The insurance window will provide coverage up to $500 million for an initial period of three years for outbreaks of infectious diseases most likely to cause major epidemics, including new Orthomyxoviruses (e.g. new influenza pandemic virus A, B and C), Coronaviridae (e.g. SARS, MERS), Filoviridae (e.g. Ebola, Marburg) and other zoonotic diseases (e.g. Crimean Congo, Rift Valley, Lassa fever).
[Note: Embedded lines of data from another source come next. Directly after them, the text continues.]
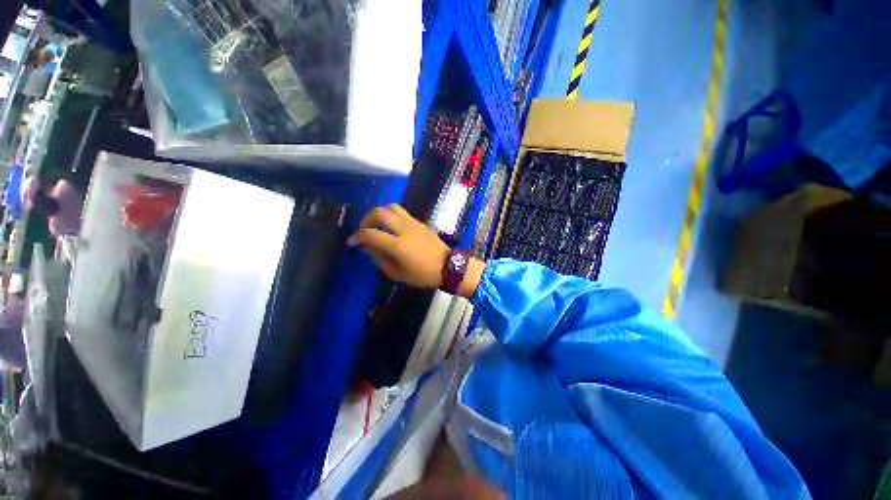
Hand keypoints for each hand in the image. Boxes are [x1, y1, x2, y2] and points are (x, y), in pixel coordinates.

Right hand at [348, 204, 450, 288]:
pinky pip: (402, 212)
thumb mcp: (398, 274)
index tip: (352, 242)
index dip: (357, 237)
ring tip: (376, 224)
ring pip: (391, 207)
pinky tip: (391, 226)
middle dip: (366, 219)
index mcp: (398, 245)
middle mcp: (404, 229)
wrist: (448, 266)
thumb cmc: (423, 275)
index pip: (371, 234)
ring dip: (380, 213)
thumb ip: (380, 259)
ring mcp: (413, 223)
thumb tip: (369, 247)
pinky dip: (391, 215)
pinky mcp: (420, 222)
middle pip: (380, 213)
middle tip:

Parametric triggers designed with publicly available data will determine when the money would be released, based on the size, severity and spread of the outbreak.
The complementary cash window will provide more flexible funding to address a larger set of emerging pathogens, which may not yet meet the activation criteria for the insurance window.
All 77 countries eligible for financing from the International Development Association, the World Bank Group’s fund for the poorest countries, will be eligible to receive coverage from the PEF. The PEF is expected to be operational later this year.
Recent economic analysis suggests that the annual global cost of moderately severe to severe pandemics is roughly $570 billion, or 0.7 percent of global GDP. A very severe pandemic like the 1918 Spanish flu could cost as much as 5 percent of global GDP, or nearly $4 trillion.
During the past two years alone, pandemic threats have included the devastating Ebola crisis in West Africa—which crippled the economies of Guinea, Liberia and Sierra Leone, and cost them an estimated $2.8 billion in GDP losses ($600 million in Guinea, $300 million in Liberia and $1.9 billion in Sierra Leone); the MERS outbreak, which took a toll on the South Korean economy; and the Zika virus that is spreading in the Americas and putting thousands of unborn children at risk.
Four global expert panels that were convened over the past year in the wake of the Ebola crisis concluded that the world must urgently step up its capacity for a swift response to outbreaks before they become more deadly and costly pandemics.
The PEF will do a number of important things to prevent another Ebola crisis:
The World Bank Group estimates that if the PEF had existed in mid-2014 as the Ebola outbreak was spreading rapidly in West Africa, it could have mobilized an initial $100 million as early as July to severely limit the spread and severity of the epidemic. Instead, money at that scale did not begin to flow until three months later. During that three month period, the number of Ebola cases increased tenfold. The Ebola epidemic has claimed more than 11,300 lives and cost at least $10 billion to date. International assistance has totaled more than $7 billion for Ebola response and recovery.